[Stored items]
• • • • •

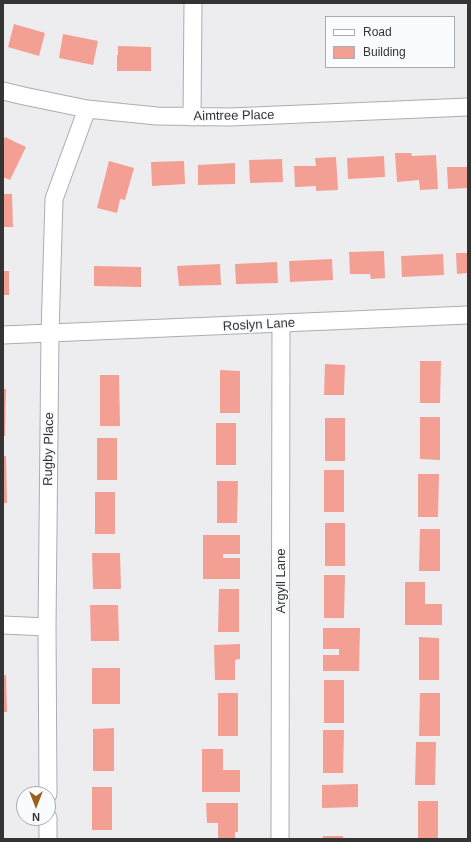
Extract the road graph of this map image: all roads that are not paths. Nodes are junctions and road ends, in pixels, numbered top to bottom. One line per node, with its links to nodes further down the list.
1 (193, 3): 5 (street)
2 (3, 91): 4 (street, Aimtree Place)
3 (468, 107): 5 (street, Aimtree Place)
4 (87, 109): 5 (street, Aimtree Place); 8 (street, Rugby Place)
5 (192, 117)
6 (468, 315): 7 (street, Roslyn Lane)
7 (281, 324): 8 (street, Roslyn Lane); 15 (street, Argyll Lane)
8 (50, 334): 9 (street, Roslyn Lane); 11 (street, Rugby Place)
9 (3, 335)
10 (3, 625): 11 (street)
11 (47, 627): 12 (street, Rugby Place)
12 (48, 786)
13 (48, 826): 14 (street)
14 (48, 839)
15 (280, 839)

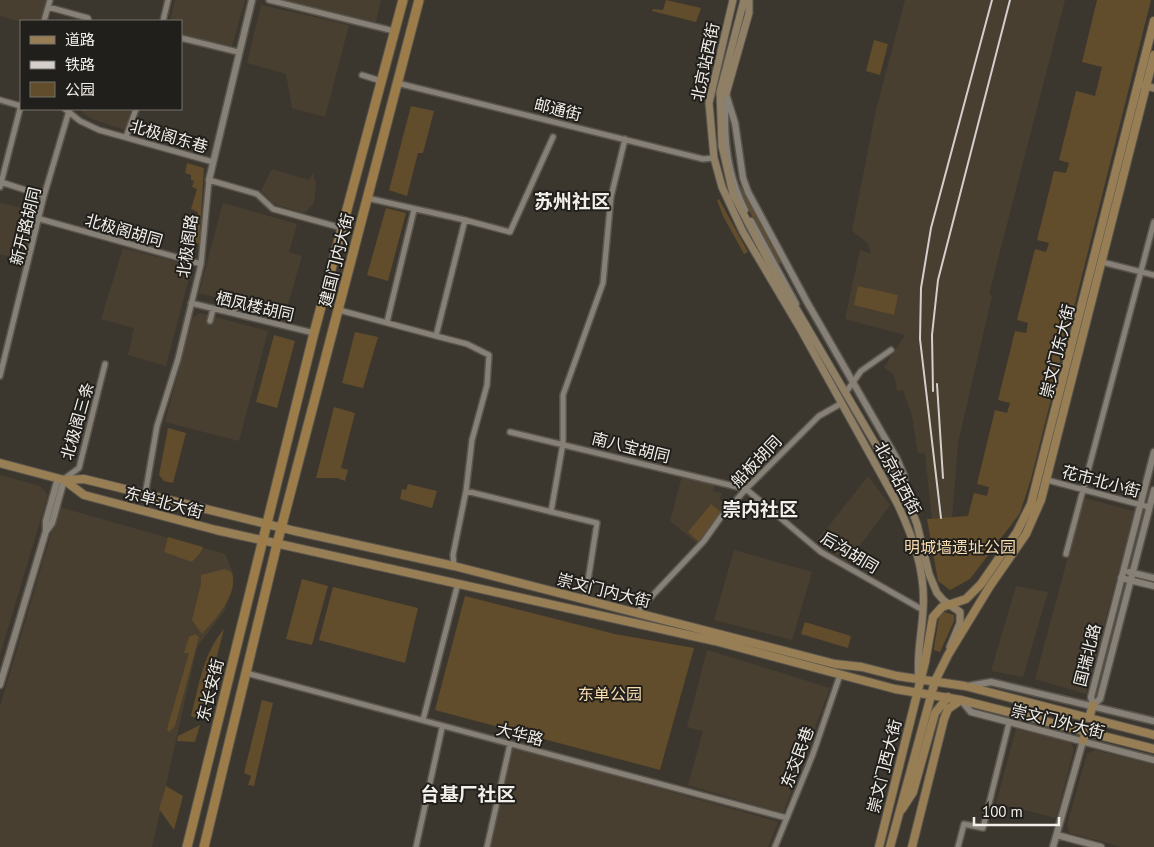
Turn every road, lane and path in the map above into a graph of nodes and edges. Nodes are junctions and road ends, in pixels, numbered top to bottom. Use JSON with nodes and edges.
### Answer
{"nodes":[{"id":1,"x":50,"y":0,"type":"edge"},
{"id":2,"x":168,"y":0,"type":"edge"},
{"id":3,"x":252,"y":0,"type":"edge"},
{"id":4,"x":269,"y":0,"type":"edge"},
{"id":5,"x":403,"y":0,"type":"edge"},
{"id":6,"x":419,"y":0,"type":"edge"},
{"id":7,"x":734,"y":0,"type":"edge"},
{"id":8,"x":744,"y":0,"type":"edge"},
{"id":9,"x":749,"y":0,"type":"edge"},
{"id":10,"x":48,"y":7,"type":"junction"},
{"id":11,"x":44,"y":20,"type":"edge"},
{"id":12,"x":89,"y":20,"type":"edge"},
{"id":13,"x":162,"y":20,"type":"edge"},
{"id":14,"x":1154,"y":21,"type":"edge"},
{"id":15,"x":394,"y":31,"type":"junction"},
{"id":16,"x":182,"y":38,"type":"edge"},
{"id":17,"x":238,"y":52,"type":"junction"},
{"id":18,"x":1154,"y":55,"type":"edge"},
{"id":19,"x":1148,"y":74,"type":"edge"},
{"id":20,"x":362,"y":75,"type":"dead end"},
{"id":21,"x":381,"y":81,"type":"junction"},
{"id":22,"x":397,"y":83,"type":"junction"},
{"id":23,"x":1147,"y":86,"type":"edge"},
{"id":24,"x":726,"y":94,"type":"junction"},
{"id":25,"x":0,"y":100,"type":"edge"},
{"id":26,"x":20,"y":105,"type":"edge"},
{"id":27,"x":20,"y":109,"type":"edge"},
{"id":28,"x":67,"y":110,"type":"edge"},
{"id":29,"x":136,"y":110,"type":"edge"},
{"id":30,"x":126,"y":137,"type":"junction"},
{"id":31,"x":554,"y":138,"type":"dead end"},
{"id":32,"x":625,"y":139,"type":"junction"},
{"id":33,"x":714,"y":158,"type":"junction"},
{"id":34,"x":213,"y":162,"type":"junction"},
{"id":35,"x":209,"y":180,"type":"junction"},
{"id":36,"x":1,"y":184,"type":"edge"},
{"id":37,"x":44,"y":196,"type":"junction"},
{"id":38,"x":368,"y":198,"type":"junction"},
{"id":39,"x":414,"y":210,"type":"junction"},
{"id":40,"x":40,"y":219,"type":"junction"},
{"id":41,"x":465,"y":220,"type":"junction"},
{"id":42,"x":1154,"y":222,"type":"edge"},
{"id":43,"x":342,"y":228,"type":"junction"},
{"id":44,"x":1102,"y":262,"type":"junction"},
{"id":45,"x":201,"y":264,"type":"junction"},
{"id":46,"x":1141,"y":272,"type":"junction"},
{"id":47,"x":1154,"y":275,"type":"edge"},
{"id":48,"x":237,"y":302,"type":"dead end"},
{"id":49,"x":191,"y":303,"type":"junction"},
{"id":50,"x":213,"y":309,"type":"junction"},
{"id":51,"x":339,"y":310,"type":"junction"},
{"id":52,"x":800,"y":313,"type":"junction"},
{"id":53,"x":233,"y":314,"type":"junction"},
{"id":54,"x":210,"y":321,"type":"dead end"},
{"id":55,"x":387,"y":322,"type":"junction"},
{"id":56,"x":314,"y":333,"type":"junction"},
{"id":57,"x":436,"y":336,"type":"junction"},
{"id":58,"x":892,"y":350,"type":"dead end"},
{"id":59,"x":105,"y":364,"type":"dead end"},
{"id":60,"x":0,"y":376,"type":"edge"},
{"id":61,"x":853,"y":383,"type":"junction"},
{"id":62,"x":846,"y":392,"type":"junction"},
{"id":63,"x":842,"y":403,"type":"junction"},
{"id":64,"x":510,"y":432,"type":"dead end"},
{"id":65,"x":563,"y":443,"type":"junction"},
{"id":66,"x":1154,"y":452,"type":"edge"},
{"id":67,"x":0,"y":463,"type":"edge"},
{"id":68,"x":61,"y":479,"type":"junction"},
{"id":69,"x":1047,"y":480,"type":"junction"},
{"id":70,"x":746,"y":489,"type":"junction"},
{"id":71,"x":1083,"y":489,"type":"junction"},
{"id":72,"x":1154,"y":490,"type":"edge"},
{"id":73,"x":466,"y":491,"type":"junction"},
{"id":74,"x":145,"y":496,"type":"junction"},
{"id":75,"x":907,"y":498,"type":"junction"},
{"id":76,"x":1140,"y":504,"type":"junction"},
{"id":77,"x":1148,"y":507,"type":"dead end"},
{"id":78,"x":551,"y":512,"type":"junction"},
{"id":79,"x":266,"y":523,"type":"junction"},
{"id":80,"x":282,"y":527,"type":"junction"},
{"id":81,"x":262,"y":540,"type":"junction"},
{"id":82,"x":277,"y":544,"type":"junction"},
{"id":83,"x":1066,"y":554,"type":"dead end"},
{"id":84,"x":454,"y":566,"type":"junction"},
{"id":85,"x":1123,"y":570,"type":"junction"},
{"id":86,"x":1132,"y":572,"type":"junction"},
{"id":87,"x":1121,"y":578,"type":"junction"},
{"id":88,"x":1154,"y":578,"type":"edge"},
{"id":89,"x":1130,"y":580,"type":"junction"},
{"id":90,"x":458,"y":583,"type":"junction"},
{"id":91,"x":1154,"y":586,"type":"edge"},
{"id":92,"x":585,"y":600,"type":"junction"},
{"id":93,"x":951,"y":605,"type":"junction"},
{"id":94,"x":923,"y":610,"type":"junction"},
{"id":95,"x":636,"y":613,"type":"junction"},
{"id":96,"x":948,"y":654,"type":"junction"},
{"id":97,"x":246,"y":674,"type":"junction"},
{"id":98,"x":840,"y":675,"type":"junction"},
{"id":99,"x":919,"y":679,"type":"junction"},
{"id":100,"x":935,"y":681,"type":"junction"},
{"id":101,"x":0,"y":684,"type":"edge"},
{"id":102,"x":965,"y":686,"type":"junction"},
{"id":103,"x":916,"y":692,"type":"junction"},
{"id":104,"x":930,"y":694,"type":"junction"},
{"id":105,"x":948,"y":697,"type":"junction"},
{"id":106,"x":960,"y":700,"type":"junction"},
{"id":107,"x":1093,"y":705,"type":"junction"},
{"id":108,"x":1089,"y":718,"type":"junction"},
{"id":109,"x":423,"y":720,"type":"junction"},
{"id":110,"x":1154,"y":720,"type":"edge"},
{"id":111,"x":1009,"y":723,"type":"junction"},
{"id":112,"x":442,"y":728,"type":"junction"},
{"id":113,"x":1086,"y":731,"type":"junction"},
{"id":114,"x":1154,"y":734,"type":"edge"},
{"id":115,"x":1083,"y":741,"type":"junction"},
{"id":116,"x":510,"y":744,"type":"junction"},
{"id":117,"x":1154,"y":748,"type":"edge"},
{"id":118,"x":1154,"y":760,"type":"edge"},
{"id":119,"x":897,"y":815,"type":"junction"},
{"id":120,"x":787,"y":818,"type":"junction"},
{"id":121,"x":1057,"y":835,"type":"junction"},
{"id":122,"x":187,"y":847,"type":"edge"},
{"id":123,"x":204,"y":847,"type":"edge"},
{"id":124,"x":416,"y":847,"type":"edge"},
{"id":125,"x":487,"y":847,"type":"edge"},
{"id":126,"x":775,"y":847,"type":"edge"},
{"id":127,"x":879,"y":847,"type":"edge"},
{"id":128,"x":890,"y":847,"type":"edge"},
{"id":129,"x":912,"y":847,"type":"edge"},
{"id":130,"x":958,"y":847,"type":"edge"},
{"id":131,"x":1053,"y":847,"type":"edge"},
{"id":132,"x":1100,"y":847,"type":"edge"}],
"edges":[{"from":1,"to":10,"type":"street"},
{"from":2,"to":13,"type":"street"},
{"from":3,"to":17,"type":"street","name":"北极阁路"},
{"from":4,"to":15,"type":"street"},
{"from":5,"to":15,"type":"highway","name":"建国门内大街"},
{"from":6,"to":22,"type":"highway","name":"建国门内大街"},
{"from":7,"to":33,"type":"main road","name":"北京站西街"},
{"from":8,"to":52,"type":"main road","name":"北京站西街"},
{"from":9,"to":24,"type":"main road","name":"北京站西街"},
{"from":10,"to":11,"type":"street"},
{"from":10,"to":12,"type":"street"},
{"from":14,"to":19,"type":"main road"},
{"from":15,"to":21,"type":"highway","name":"建国门内大街"},
{"from":16,"to":17,"type":"street"},
{"from":17,"to":34,"type":"street","name":"北极阁路"},
{"from":18,"to":19,"type":"main road"},
{"from":19,"to":23,"type":"main road"},
{"from":20,"to":21,"type":"street"},
{"from":21,"to":43,"type":"highway","name":"建国门内大街"},
{"from":22,"to":32,"type":"street","name":"邮通街"},
{"from":22,"to":38,"type":"highway","name":"建国门内大街"},
{"from":23,"to":44,"type":"main road","name":"崇文门东大街"},
{"from":23,"to":93,"type":"main road","name":"崇文门东大街"},
{"from":24,"to":52,"type":"street","name":"北京站西街"},
{"from":24,"to":61,"type":"street"},
{"from":25,"to":26,"type":"street"},
{"from":27,"to":36,"type":"street"},
{"from":28,"to":30,"type":"street","name":"北极阁东巷"},
{"from":28,"to":37,"type":"street","name":"新开路胡同"},
{"from":29,"to":30,"type":"street"},
{"from":30,"to":34,"type":"street","name":"北极阁东巷"},
{"from":31,"to":41,"type":"street"},
{"from":32,"to":33,"type":"street","name":"邮通街"},
{"from":32,"to":65,"type":"street"},
{"from":33,"to":63,"type":"main road","name":"北京站西街"},
{"from":34,"to":35,"type":"street","name":"北极阁路"},
{"from":35,"to":43,"type":"street"},
{"from":35,"to":45,"type":"street","name":"北极阁路"},
{"from":36,"to":37,"type":"street"},
{"from":37,"to":40,"type":"street","name":"新开路胡同"},
{"from":38,"to":39,"type":"street"},
{"from":38,"to":51,"type":"highway","name":"建国门内大街"},
{"from":39,"to":41,"type":"street"},
{"from":39,"to":55,"type":"street"},
{"from":40,"to":45,"type":"street","name":"北极阁胡同"},
{"from":40,"to":60,"type":"street","name":"新开路胡同"},
{"from":41,"to":57,"type":"street"},
{"from":42,"to":46,"type":"street"},
{"from":43,"to":56,"type":"highway","name":"建国门内大街"},
{"from":44,"to":46,"type":"street"},
{"from":44,"to":69,"type":"main road","name":"崇文门东大街"},
{"from":45,"to":49,"type":"street","name":"北极阁路"},
{"from":46,"to":47,"type":"street"},
{"from":46,"to":71,"type":"street"},
{"from":48,"to":53,"type":"street"},
{"from":49,"to":50,"type":"street","name":"栖凤楼胡同"},
{"from":49,"to":74,"type":"street","name":"北极阁路"},
{"from":50,"to":53,"type":"street","name":"栖凤楼胡同"},
{"from":50,"to":54,"type":"street"},
{"from":51,"to":55,"type":"street"},
{"from":51,"to":80,"type":"highway","name":"建国门内大街"},
{"from":52,"to":62,"type":"main road","name":"北京站西街"},
{"from":53,"to":56,"type":"street","name":"栖凤楼胡同"},
{"from":55,"to":57,"type":"street"},
{"from":56,"to":79,"type":"highway","name":"建国门内大街"},
{"from":57,"to":73,"type":"street"},
{"from":58,"to":61,"type":"street"},
{"from":59,"to":68,"type":"street","name":"北极阁三条"},
{"from":61,"to":62,"type":"street"},
{"from":61,"to":75,"type":"street"},
{"from":62,"to":75,"type":"main road","name":"北京站西街"},
{"from":63,"to":70,"type":"street","name":"船板胡同"},
{"from":63,"to":94,"type":"main road","name":"北京站西街"},
{"from":64,"to":65,"type":"street","name":"南八宝胡同"},
{"from":65,"to":70,"type":"street","name":"南八宝胡同"},
{"from":65,"to":78,"type":"street"},
{"from":66,"to":76,"type":"street","name":"国瑞北路"},
{"from":67,"to":68,"type":"main road","name":"东单北大街"},
{"from":68,"to":74,"type":"main road","name":"东单北大街"},
{"from":68,"to":81,"type":"main road","name":"东单北大街"},
{"from":68,"to":101,"type":"street"},
{"from":69,"to":71,"type":"street","name":"花市北小街"},
{"from":69,"to":96,"type":"main road","name":"崇文门东大街"},
{"from":70,"to":94,"type":"street","name":"后沟胡同"},
{"from":70,"to":95,"type":"street","name":"船板胡同"},
{"from":71,"to":76,"type":"street","name":"花市北小街"},
{"from":71,"to":83,"type":"street"},
{"from":72,"to":86,"type":"street","name":"国瑞北路"},
{"from":73,"to":78,"type":"street"},
{"from":73,"to":84,"type":"street"},
{"from":74,"to":79,"type":"main road","name":"东单北大街"},
{"from":75,"to":93,"type":"main road","name":"北京站西街"},
{"from":76,"to":77,"type":"street","name":"花市北小街"},
{"from":76,"to":85,"type":"street","name":"国瑞北路"},
{"from":78,"to":92,"type":"street"},
{"from":79,"to":80,"type":"main road","name":"东单北大街"},
{"from":79,"to":81,"type":"highway","name":"东长安街"},
{"from":80,"to":82,"type":"highway","name":"建国门内大街"},
{"from":80,"to":84,"type":"main road","name":"崇文门内大街"},
{"from":81,"to":82,"type":"main road","name":"东单北大街"},
{"from":81,"to":122,"type":"highway","name":"东长安街"},
{"from":82,"to":90,"type":"main road","name":"崇文门内大街"},
{"from":82,"to":97,"type":"highway","name":"东长安街"},
{"from":84,"to":92,"type":"main road","name":"崇文门内大街"},
{"from":85,"to":86,"type":"street"},
{"from":85,"to":87,"type":"street","name":"国瑞北路"},
{"from":86,"to":88,"type":"street"},
{"from":86,"to":89,"type":"street","name":"国瑞北路"},
{"from":87,"to":89,"type":"street"},
{"from":87,"to":107,"type":"street","name":"国瑞北路"},
{"from":89,"to":91,"type":"street"},
{"from":89,"to":107,"type":"street","name":"国瑞北路"},
{"from":90,"to":98,"type":"main road","name":"崇文门内大街"},
{"from":90,"to":109,"type":"street"},
{"from":92,"to":95,"type":"main road","name":"崇文门内大街"},
{"from":93,"to":96,"type":"main road","name":"崇文门东大街"},
{"from":93,"to":99,"type":"main road"},
{"from":94,"to":99,"type":"main road","name":"北京站西街"},
{"from":95,"to":99,"type":"main road","name":"崇文门内大街"},
{"from":96,"to":100,"type":"main road","name":"崇文门东大街"},
{"from":97,"to":109,"type":"street","name":"大华路"},
{"from":97,"to":123,"type":"highway","name":"东长安街"},
{"from":98,"to":103,"type":"main road","name":"崇文门内大街"},
{"from":98,"to":120,"type":"street","name":"东交民巷"},
{"from":99,"to":100,"type":"main road","name":"崇文门外大街"},
{"from":99,"to":103,"type":"main road","name":"崇文门西大街"},
{"from":100,"to":102,"type":"main road","name":"崇文门外大街"},
{"from":100,"to":104,"type":"main road","name":"崇文门西大街"},
{"from":102,"to":107,"type":"street","name":"崇文门外大街"},
{"from":102,"to":108,"type":"main road","name":"崇文门外大街"},
{"from":103,"to":104,"type":"main road","name":"崇文门外大街"},
{"from":103,"to":127,"type":"main road","name":"崇文门西大街"},
{"from":104,"to":105,"type":"main road","name":"崇文门外大街"},
{"from":104,"to":119,"type":"main road","name":"崇文门西大街"},
{"from":105,"to":106,"type":"main road","name":"崇文门外大街"},
{"from":105,"to":119,"type":"main road"},
{"from":106,"to":111,"type":"street","name":"崇文门外大街"},
{"from":106,"to":113,"type":"main road","name":"崇文门外大街"},
{"from":106,"to":129,"type":"main road"},
{"from":107,"to":108,"type":"main road"},
{"from":107,"to":110,"type":"street","name":"崇文门外大街"},
{"from":108,"to":114,"type":"main road","name":"崇文门外大街"},
{"from":109,"to":112,"type":"street","name":"大华路"},
{"from":111,"to":115,"type":"street","name":"崇文门外大街"},
{"from":111,"to":130,"type":"street"},
{"from":112,"to":116,"type":"street","name":"大华路"},
{"from":112,"to":124,"type":"street"},
{"from":113,"to":115,"type":"main road"},
{"from":113,"to":117,"type":"main road","name":"崇文门外大街"},
{"from":115,"to":118,"type":"street","name":"崇文门外大街"},
{"from":115,"to":121,"type":"street"},
{"from":116,"to":120,"type":"street","name":"大华路"},
{"from":116,"to":125,"type":"street"},
{"from":119,"to":128,"type":"main road","name":"崇文门西大街"},
{"from":120,"to":126,"type":"street","name":"东交民巷"},
{"from":121,"to":131,"type":"street"},
{"from":121,"to":132,"type":"street"}]}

• • • • •

■ Brief: The answer should be a single number: how many lines in the entries contain "崇文门西大街".

■ Answer box: 5